When I started working with wash, the thing that was so exciting was that I had no idea what it was going to look like. I’d move the paint, and as I would paint, it would intuitively and spontaneously gravitate toward landscape. But it wasn’t about the landscape. That’s the only thing I mean. I do paint landscapes, but it’s not the goal to show you a particular place.

Laurie Hicks:
Michael is clear evidence of the importance of depth in what you’re doing, and not just the representation of what you see, but how you take the representation and create a sense of meaning and relationship to it. I think Michael’s landscapes are very clearly that.

It’s all a matter of pulling information, ideas, thinking, reading, conceptualizing, and then finding a set of marks, and a language for communicating that in some way.

Michael Lewis:
It’s a genre, especially in Maine, that people trust, and when they trust, they relax. They know that they understand what it’s an image of, and I think that’s comforting, in a way. My goal is to take them beyond that, either consciously or unconsciously, and see if it’s possible to communicate some of those inner feelings.

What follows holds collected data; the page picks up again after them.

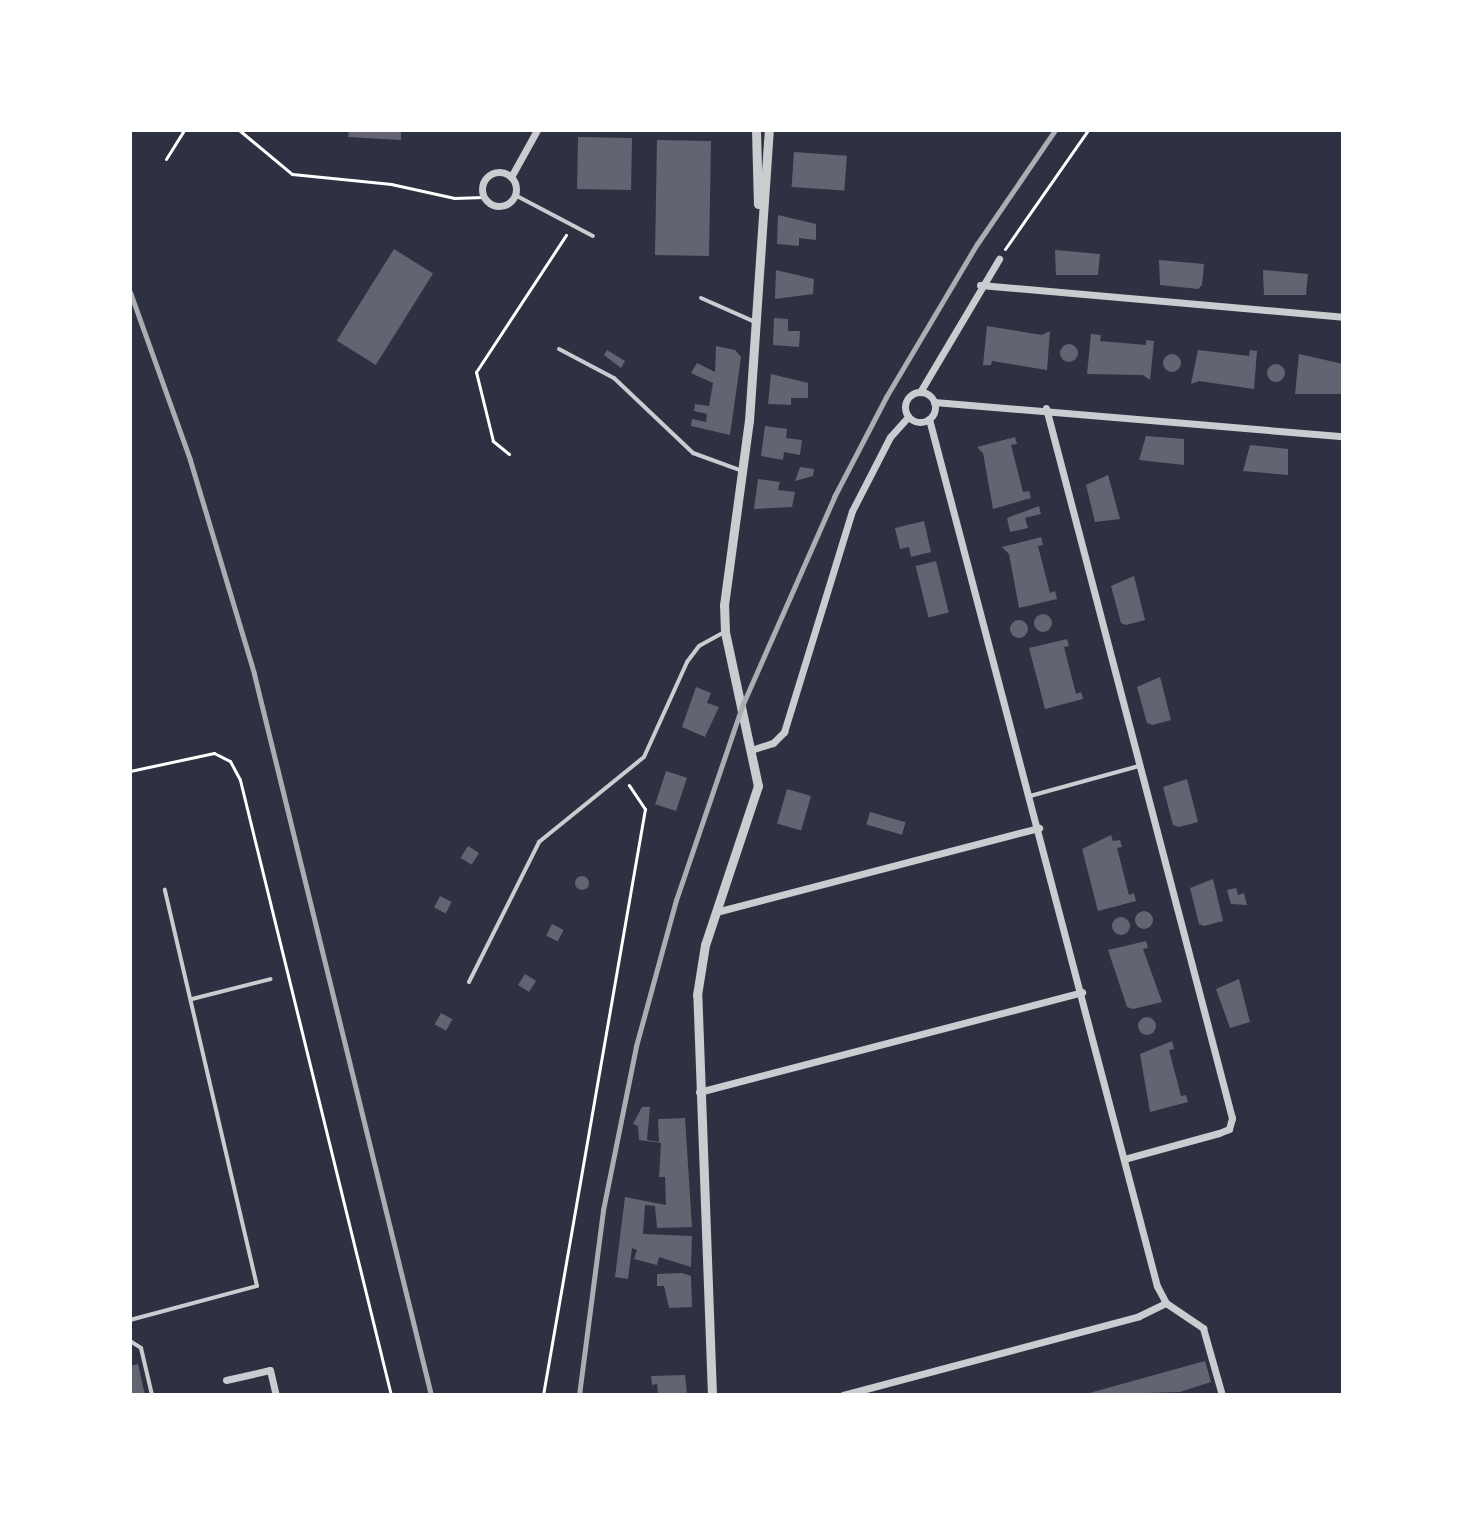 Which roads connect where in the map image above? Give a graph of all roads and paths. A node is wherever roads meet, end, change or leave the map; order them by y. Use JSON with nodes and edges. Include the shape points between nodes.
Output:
{"nodes":[{"id":1,"x":184,"y":130,"type":"edge"},
{"id":2,"x":239,"y":130,"type":"edge"},
{"id":3,"x":537,"y":130,"type":"edge"},
{"id":4,"x":756,"y":130,"type":"edge"},
{"id":5,"x":769,"y":130,"type":"edge"},
{"id":6,"x":1088,"y":130,"type":"edge"},
{"id":7,"x":166,"y":159,"type":"dead end"},
{"id":8,"x":511,"y":177,"type":"junction"},
{"id":9,"x":515,"y":195,"type":"junction"},
{"id":10,"x":484,"y":197,"type":"junction"},
{"id":11,"x":572,"y":225,"type":"junction"},
{"id":12,"x":593,"y":236,"type":"dead end"},
{"id":13,"x":760,"y":244,"type":"junction"},
{"id":14,"x":999,"y":259,"type":"joint"},
{"id":15,"x":980,"y":285,"type":"junction"},
{"id":16,"x":701,"y":298,"type":"dead end"},
{"id":17,"x":1343,"y":317,"type":"edge"},
{"id":18,"x":756,"y":321,"type":"junction"},
{"id":19,"x":559,"y":349,"type":"dead end"},
{"id":20,"x":920,"y":392,"type":"junction"},
{"id":21,"x":934,"y":402,"type":"junction"},
{"id":22,"x":1046,"y":408,"type":"junction"},
{"id":23,"x":908,"y":417,"type":"junction"},
{"id":24,"x":929,"y":419,"type":"junction"},
{"id":25,"x":1343,"y":436,"type":"edge"},
{"id":26,"x":509,"y":454,"type":"dead end"},
{"id":27,"x":742,"y":470,"type":"junction"},
{"id":28,"x":725,"y":632,"type":"junction"},
{"id":29,"x":754,"y":749,"type":"junction"},
{"id":30,"x":1139,"y":766,"type":"junction"},
{"id":31,"x":130,"y":771,"type":"edge"},
{"id":32,"x":622,"y":775,"type":"junction"},
{"id":33,"x":1030,"y":796,"type":"junction"},
{"id":34,"x":1039,"y":828,"type":"junction"},
{"id":35,"x":165,"y":890,"type":"dead end"},
{"id":36,"x":716,"y":912,"type":"junction"},
{"id":37,"x":1343,"y":942,"type":"edge"},
{"id":38,"x":271,"y":979,"type":"dead end"},
{"id":39,"x":469,"y":982,"type":"dead end"},
{"id":40,"x":1082,"y":992,"type":"junction"},
{"id":41,"x":192,"y":999,"type":"junction"},
{"id":42,"x":699,"y":1092,"type":"junction"},
{"id":43,"x":1343,"y":1094,"type":"edge"},
{"id":44,"x":1124,"y":1159,"type":"junction"},
{"id":45,"x":1166,"y":1303,"type":"junction"},
{"id":46,"x":130,"y":1320,"type":"edge"},
{"id":47,"x":130,"y":1341,"type":"edge"},
{"id":48,"x":226,"y":1380,"type":"dead end"},
{"id":49,"x":877,"y":1385,"type":"junction"},
{"id":50,"x":152,"y":1395,"type":"edge"},
{"id":51,"x":276,"y":1395,"type":"edge"},
{"id":52,"x":391,"y":1395,"type":"edge"},
{"id":53,"x":543,"y":1395,"type":"edge"},
{"id":54,"x":712,"y":1395,"type":"edge"},
{"id":55,"x":843,"y":1395,"type":"edge"},
{"id":56,"x":880,"y":1395,"type":"edge"},
{"id":57,"x":1222,"y":1395,"type":"edge"}],
"edges":[{"from":1,"to":7,"type":"path"},
{"from":2,"to":10,"type":"path","via":[[292,174],[431,190],[454,198]]},
{"from":3,"to":8,"type":"street"},
{"from":4,"to":13,"type":"street"},
{"from":5,"to":13,"type":"street"},
{"from":6,"to":14,"type":"path"},
{"from":8,"to":9,"type":"street"},
{"from":8,"to":10,"type":"street","via":[[496,172],[487,177]]},
{"from":9,"to":10,"type":"street","via":[[498,205]]},
{"from":9,"to":11,"type":"lane"},
{"from":11,"to":12,"type":"lane"},
{"from":11,"to":26,"type":"path","via":[[476,372],[493,441]]},
{"from":13,"to":18,"type":"street"},
{"from":14,"to":15,"type":"street"},
{"from":15,"to":17,"type":"street"},
{"from":15,"to":20,"type":"street"},
{"from":16,"to":18,"type":"lane"},
{"from":18,"to":27,"type":"street"},
{"from":19,"to":27,"type":"lane","via":[[614,378],[685,447]]},
{"from":20,"to":21,"type":"street"},
{"from":20,"to":23,"type":"street","via":[[905,401]]},
{"from":21,"to":22,"type":"street"},
{"from":21,"to":24,"type":"street"},
{"from":22,"to":25,"type":"street"},
{"from":22,"to":30,"type":"street"},
{"from":23,"to":24,"type":"street","via":[[918,423]]},
{"from":23,"to":29,"type":"street","via":[[885,446],[852,511],[784,732],[773,743]]},
{"from":24,"to":33,"type":"street"},
{"from":27,"to":28,"type":"street","via":[[725,592]]},
{"from":28,"to":29,"type":"street"},
{"from":28,"to":32,"type":"lane","via":[[693,653],[650,748]]},
{"from":29,"to":36,"type":"street","via":[[754,811]]},
{"from":30,"to":33,"type":"lane"},
{"from":30,"to":44,"type":"street","via":[[1232,1118],[1225,1131]]},
{"from":31,"to":52,"type":"path","via":[[214,753],[230,761],[240,780]]},
{"from":32,"to":39,"type":"lane","via":[[545,834]]},
{"from":32,"to":53,"type":"path","via":[[645,809]]},
{"from":33,"to":34,"type":"street"},
{"from":34,"to":36,"type":"street"},
{"from":34,"to":40,"type":"street"},
{"from":35,"to":41,"type":"lane"},
{"from":36,"to":42,"type":"street","via":[[698,981]]},
{"from":37,"to":43,"type":"path"},
{"from":38,"to":41,"type":"lane"},
{"from":40,"to":42,"type":"street"},
{"from":40,"to":44,"type":"street"},
{"from":41,"to":46,"type":"lane","via":[[257,1286]]},
{"from":42,"to":54,"type":"street"},
{"from":44,"to":45,"type":"street"},
{"from":45,"to":49,"type":"street","via":[[1139,1316]]},
{"from":45,"to":57,"type":"street","via":[[1203,1328]]},
{"from":47,"to":50,"type":"lane","via":[[141,1348]]},
{"from":48,"to":51,"type":"street","via":[[270,1370]]},
{"from":49,"to":55,"type":"street"},
{"from":49,"to":56,"type":"street"}]}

In my mind, there’s nothing that’s wholly positive. There’s darkness and light, and they vie with each other. That’s the metaphor that I investigate the most.

Laurie Hicks:
There’s something recognizable about his work. You can’t go places out and about without seeing a Mike Lewis sky. For the rest of my life, I’ll say, “There’s a Mike Lewis sky,” because we see these kinds of moments. We don’t see them as long periods of time.

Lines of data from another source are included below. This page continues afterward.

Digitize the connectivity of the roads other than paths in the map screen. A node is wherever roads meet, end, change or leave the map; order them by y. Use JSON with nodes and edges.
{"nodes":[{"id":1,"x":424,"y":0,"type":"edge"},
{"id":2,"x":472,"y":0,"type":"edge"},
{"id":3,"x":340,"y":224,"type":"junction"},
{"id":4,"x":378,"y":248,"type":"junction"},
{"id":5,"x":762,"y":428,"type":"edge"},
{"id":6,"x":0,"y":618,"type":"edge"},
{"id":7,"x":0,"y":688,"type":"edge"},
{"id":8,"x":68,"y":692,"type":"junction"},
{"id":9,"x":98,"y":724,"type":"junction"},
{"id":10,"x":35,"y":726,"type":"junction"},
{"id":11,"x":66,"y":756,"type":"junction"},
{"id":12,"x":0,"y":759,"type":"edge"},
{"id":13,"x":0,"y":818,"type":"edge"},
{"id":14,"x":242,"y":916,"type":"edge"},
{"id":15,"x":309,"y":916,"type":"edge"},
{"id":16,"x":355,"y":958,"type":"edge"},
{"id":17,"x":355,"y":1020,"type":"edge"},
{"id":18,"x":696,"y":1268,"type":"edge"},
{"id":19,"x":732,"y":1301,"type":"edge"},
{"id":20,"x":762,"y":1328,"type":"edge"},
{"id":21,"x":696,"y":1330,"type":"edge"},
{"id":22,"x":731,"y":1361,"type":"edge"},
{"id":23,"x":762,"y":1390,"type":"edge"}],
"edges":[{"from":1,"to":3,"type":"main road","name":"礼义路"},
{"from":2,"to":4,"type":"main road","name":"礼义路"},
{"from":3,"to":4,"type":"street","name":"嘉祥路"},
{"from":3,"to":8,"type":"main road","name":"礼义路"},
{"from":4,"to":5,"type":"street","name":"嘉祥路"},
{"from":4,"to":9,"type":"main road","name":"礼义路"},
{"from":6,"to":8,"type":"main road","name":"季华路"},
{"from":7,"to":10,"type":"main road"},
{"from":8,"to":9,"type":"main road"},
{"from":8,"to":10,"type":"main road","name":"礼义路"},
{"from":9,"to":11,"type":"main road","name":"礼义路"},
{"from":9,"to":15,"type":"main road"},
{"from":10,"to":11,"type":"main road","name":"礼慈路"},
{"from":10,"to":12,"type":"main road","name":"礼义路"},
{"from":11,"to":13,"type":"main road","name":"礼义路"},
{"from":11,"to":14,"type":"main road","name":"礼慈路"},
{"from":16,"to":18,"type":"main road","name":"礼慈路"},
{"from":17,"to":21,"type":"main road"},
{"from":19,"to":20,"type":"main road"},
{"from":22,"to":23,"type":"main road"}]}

They’re moments that pass us by, but there’s something that is experiential, that we internalize, that Mike’s images pull out of us. And that sense of awe, the sense of also being very small in a very big world.

Michael Lewis:
I don’t want to be making statements that don’t recognize the human faults and fragilities. I have to keep balancing what’s going on in the light and beautifully bright areas, and what’s going on in the darker realms.

Laurie Hicks:
There’s that old saying about, “Those who can, do. Those who can’t, teach.” Michael can, and he teaches. He is so passionate about his work that he is always ready to talk about that, and to share that with somebody. That builds an immediate bridge.

I think more importantly, as a teacher, he brings that same passion to somebody else’s work. He’s always wanting to talk about somebody else’s work. He’s not somebody who is all about Michael at all. It’s about other people, and his engagement with them.

Michael Lewis:
What I try to do is show people the possibilities. I don’t even give them a lot of technical advice. I show them the possibilities, and the excitement of working in a serious, committed way.

Lucy Ericson:
Michael Lewis is definitely one of the best people I’ve met in college. He’s been amazing, not only as a professor, but as a person for me, through college. I’ve learned so, so much from him.

Laurie Hicks:
Because Mike has been here, not since the very beginning of the art department, but very close to the very beginning. He was one of the very first faculty and he’s still here 50 years later. He’s created a history. He’s created a sense of memory that I think is critical to any institution, as well as to the individuals in the institution.

Michael Lewis:
When you get started, you have complete freedom. You can go anywhere you want. Choose a color, and just go with it. After you’ve worked on it for a while, your freedom is very limited, because now you have to finish it as a finished work of art, keeping some of that same spontaneity, but having already established where you want the painting to go. It’s a challenge.

I’m going to be retired Aug. 31. I don’t know what the direction might be, and that’s so much scary as intriguing. I know there’s going to be a change, I don’t know what it’s going to mean. I haven’t designed any solution, except to try to keep getting to the studio.